Miranda July and Mike Mills' work sort of counts as a movie subject, though often it bleeds delightfully into the "weirdo art project" category, like their video for Blonde Redhead. Wonder how many people will be dancing in that herky jerky way at their McCarren Park concert on August 5? The Cinecultist might try out a few of them, if inspiration strikes. [via BrooklynVegan]

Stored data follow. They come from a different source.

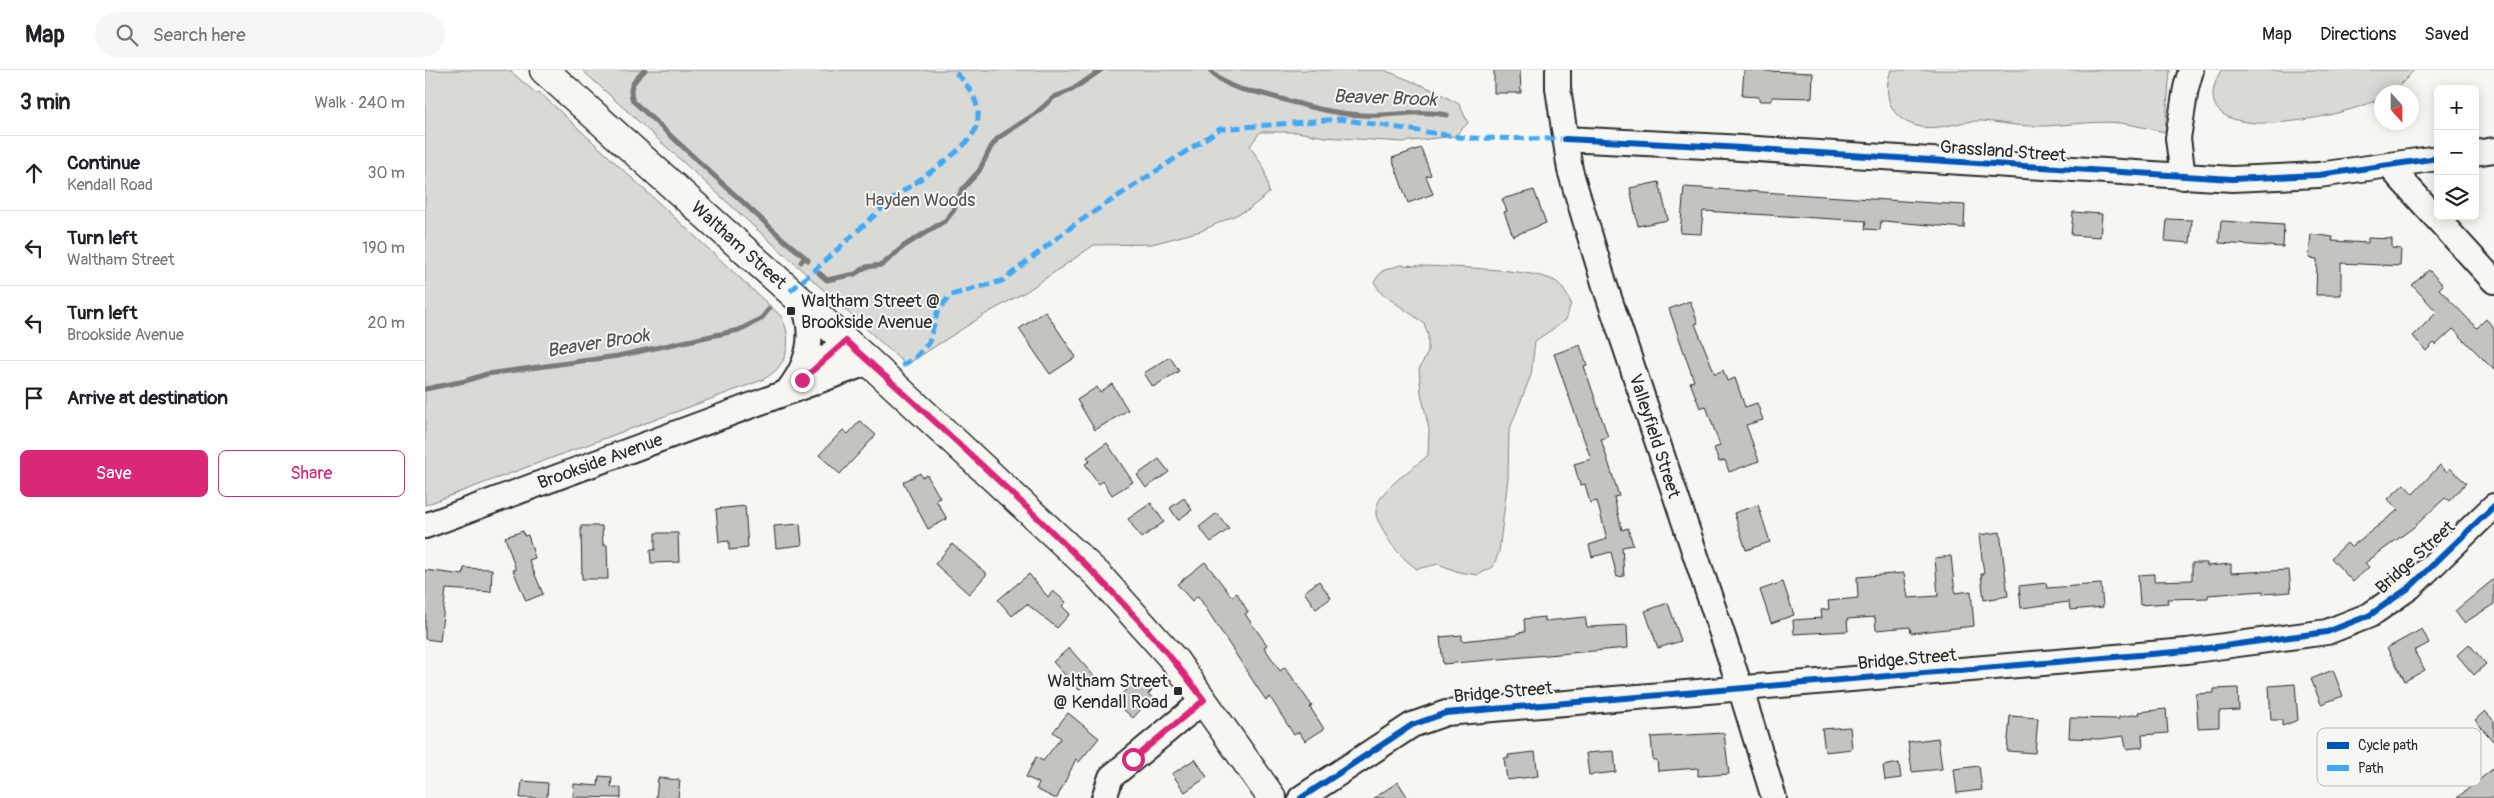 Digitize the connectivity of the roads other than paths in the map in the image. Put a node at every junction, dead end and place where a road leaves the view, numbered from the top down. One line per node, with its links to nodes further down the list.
1 (544, 70): 11 (main road, Waltham Street)
2 (1558, 70): 4 (street, Valleyfield Street)
3 (2191, 70): 9 (street)
4 (1565, 139): 9 (street, Grassland Street); 17 (street, Valleyfield Street)
5 (2494, 150): 6 (street)
6 (2479, 152)
7 (2434, 159): 8 (street, Grassland Street)
8 (2389, 166): 9 (street, Grassland Street); 10 (street)
9 (2183, 177)
10 (2494, 281)
11 (801, 301): 12 (main road, Waltham Street); 14 (street)
12 (846, 341): 13 (main road, Waltham Street); 14 (street, Brookside Avenue)
13 (869, 362): 14 (street, Brookside Avenue); 18 (main road, Waltham Street)
14 (782, 393): 16 (street, Brookside Avenue)
15 (2494, 506): 17 (street, Bridge Street)
16 (425, 526)
17 (1741, 687): 21 (street, Bridge Street); 22 (street, Valleyfield Street)
18 (1204, 700): 19 (street); 20 (main road, Waltham Street)
19 (1103, 798)
20 (1272, 798)
21 (1301, 798)
22 (1775, 798)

While the Cinecultist has been enjoying a birthday in Manhattan, Mr. A.O. "Fancy Pants" Scott has been in the South of France soaking up the sun and cinema at the Cannes Film Festival. He reports today in the Times about the scene on the Croisette and his early, albeit self-aware, opinion about the much-anticipated English language Wong Kar Wai starring Norah Jones, My Blueberry Nights. Scott declares Wong's newest is self-indulgent, but with more adjectives:
"One of the more annoying tics of the kibitzers at Cannes (including this correspondent) is the habit of rendering authoritative, often hyperbolic snap judgments before the final credits are done. Thus, while the soundtrack music from My Blueberry Nights... was still echoing in the Palais des Festivals, you could hear dyspeptic grumbling about Mr. Wong’s American venture, along with a certain amount of defensive praise. There will be plenty of time to sort it out. My initial impression is of a sweet, insubstantial movie that might have been more exciting — more meaningful — to make than it is to see."

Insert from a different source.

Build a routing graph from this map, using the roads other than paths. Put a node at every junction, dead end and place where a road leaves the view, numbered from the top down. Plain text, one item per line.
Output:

The part that troubles CC, a fan of Wong's work but not an unequivocal one, is that the characters emoting in English seems to have rendered them more breezy and less neurotic in Scott's opinion. A breezy Wong Kar Wai character sounds like a contradiction in terms. What could our obsessive auteur be doing if he's not making every mere gesture and costume change hyperbolic? CC is increasingly skeptical but still curious about the Blueberry.

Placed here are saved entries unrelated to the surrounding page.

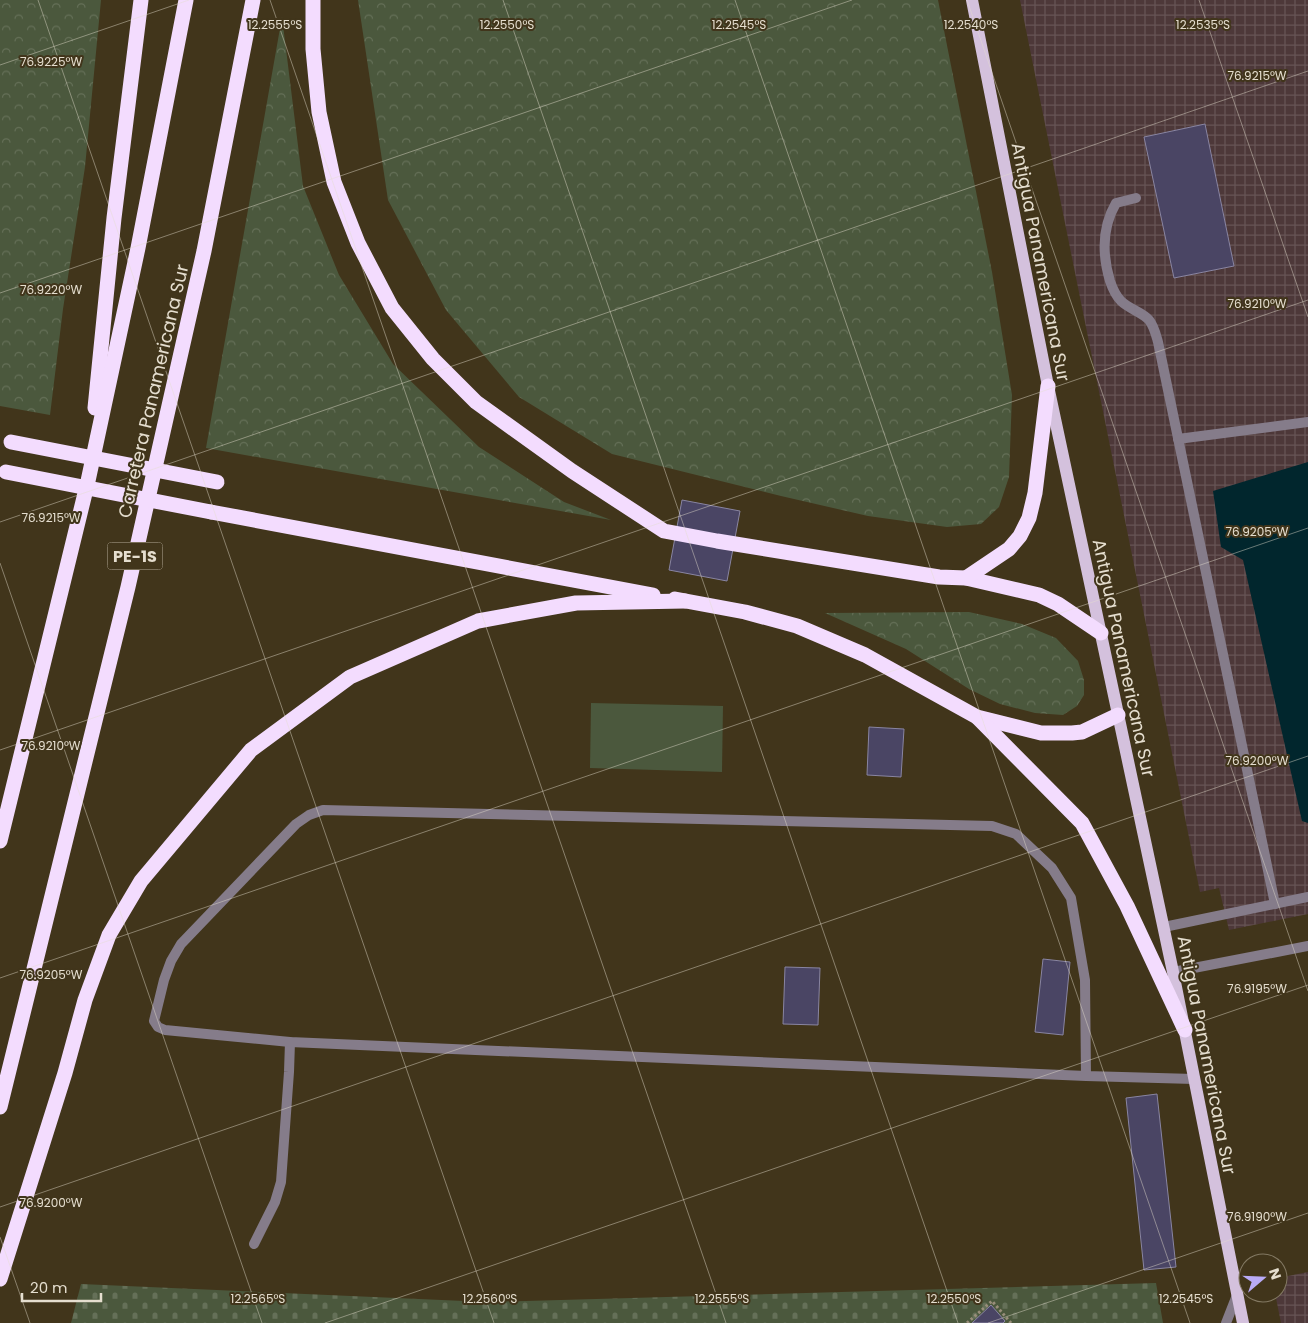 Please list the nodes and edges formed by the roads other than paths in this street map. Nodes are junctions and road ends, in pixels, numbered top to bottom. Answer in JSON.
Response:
{"nodes":[{"id":1,"x":141,"y":0,"type":"edge"},
{"id":2,"x":186,"y":0,"type":"edge"},
{"id":3,"x":253,"y":0,"type":"edge"},
{"id":4,"x":313,"y":0,"type":"edge"},
{"id":5,"x":972,"y":0,"type":"edge"},
{"id":6,"x":1136,"y":198,"type":"dead end"},
{"id":7,"x":1048,"y":386,"type":"junction"},
{"id":8,"x":1308,"y":422,"type":"edge"},
{"id":9,"x":1178,"y":439,"type":"junction"},
{"id":10,"x":6,"y":441,"type":"edge"},
{"id":11,"x":3,"y":472,"type":"edge"},
{"id":12,"x":88,"y":481,"type":"junction"},
{"id":13,"x":217,"y":482,"type":"dead end"},
{"id":14,"x":966,"y":578,"type":"junction"},
{"id":15,"x":685,"y":601,"type":"junction"},
{"id":16,"x":1101,"y":634,"type":"junction"},
{"id":17,"x":1118,"y":715,"type":"junction"},
{"id":18,"x":977,"y":717,"type":"junction"},
{"id":19,"x":0,"y":841,"type":"edge"},
{"id":20,"x":1308,"y":897,"type":"edge"},
{"id":21,"x":1275,"y":904,"type":"junction"},
{"id":22,"x":1164,"y":927,"type":"junction"},
{"id":23,"x":1308,"y":946,"type":"edge"},
{"id":24,"x":1173,"y":972,"type":"junction"},
{"id":25,"x":1185,"y":1030,"type":"junction"},
{"id":26,"x":290,"y":1042,"type":"junction"},
{"id":27,"x":1086,"y":1076,"type":"junction"},
{"id":28,"x":1194,"y":1079,"type":"junction"},
{"id":29,"x":0,"y":1107,"type":"edge"},
{"id":30,"x":254,"y":1244,"type":"dead end"},
{"id":31,"x":0,"y":1279,"type":"edge"},
{"id":32,"x":1237,"y":1295,"type":"junction"},
{"id":33,"x":1226,"y":1323,"type":"edge"},
{"id":34,"x":1243,"y":1323,"type":"edge"}],
"edges":[{"from":1,"to":12,"type":"highway"},
{"from":2,"to":12,"type":"highway"},
{"from":3,"to":29,"type":"highway","name":"Carretera Panamericana Sur","number":"PE-1S"},
{"from":4,"to":14,"type":"highway"},
{"from":5,"to":7,"type":"main road","name":"Antigua Panamericana Sur"},
{"from":6,"to":9,"type":"street"},
{"from":7,"to":14,"type":"highway"},
{"from":7,"to":16,"type":"main road","name":"Antigua Panamericana Sur"},
{"from":8,"to":9,"type":"street"},
{"from":9,"to":21,"type":"street"},
{"from":10,"to":13,"type":"highway","bridge":true},
{"from":11,"to":15,"type":"highway","bridge":true},
{"from":12,"to":19,"type":"highway"},
{"from":14,"to":16,"type":"highway"},
{"from":15,"to":18,"type":"highway"},
{"from":15,"to":31,"type":"highway"},
{"from":16,"to":17,"type":"main road","name":"Antigua Panamericana Sur"},
{"from":17,"to":18,"type":"highway"},
{"from":17,"to":22,"type":"main road","name":"Antigua Panamericana Sur"},
{"from":18,"to":25,"type":"highway"},
{"from":20,"to":21,"type":"street"},
{"from":21,"to":22,"type":"street"},
{"from":22,"to":24,"type":"main road","name":"Antigua Panamericana Sur"},
{"from":23,"to":24,"type":"street"},
{"from":24,"to":25,"type":"main road","name":"Antigua Panamericana Sur"},
{"from":25,"to":28,"type":"main road","name":"Antigua Panamericana Sur"},
{"from":26,"to":27,"type":"street"},
{"from":26,"to":27,"type":"street"},
{"from":26,"to":30,"type":"street"},
{"from":27,"to":28,"type":"street"},
{"from":28,"to":32,"type":"main road","name":"Antigua Panamericana Sur"},
{"from":32,"to":33,"type":"street"},
{"from":32,"to":34,"type":"main road","name":"Antigua Panamericana Sur"}]}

I'm 23. Remember how old 23 seemed when you were little? I thought people would be traveling in air locks and I'd have five kids. Here I am, 23. Things are...They're basically the same. I think time's running out to do something bizarre. Somewhere around 23 bizarre becomes immature. I get inspiration from my boyfriend. He's a musician. His band put out an independent album last month. He's a good artist too. He's like a Renaissance man. I'm so glad he moved into my building. —Bridget Fonda as Janet Livermore in Cameron Crowe's Singles.
When Bridget Fonda said those words in 1992, she was 28. When CC first heard them and fell in love with Seattle, and the idea of being young and clueless about your future in the Pacific Northwest, we were 15. Janet said she thought she was getting too old and we thought she was already really old. Twenty-three? Sheesh, that was practically ancient. Cinecultist moved to Seattle when we were 22 and brought our well-worn VHS copy of Singles with us. CC turned 23 and 24 there and thought we were getting way too old.
Boy were we deluded.
Today, CC turns 30 and we realized that it's only just beginning. Granted, all the things we thought we'd know by now, we don't. But we've been to some of the places on the list, just not all of them. In fact, the list has actually gotten longer in the interim. Another decade down, many more movies to watch and experiences to be had. Oh yeah, this big three-oh is a going to be a happy birthday indeed.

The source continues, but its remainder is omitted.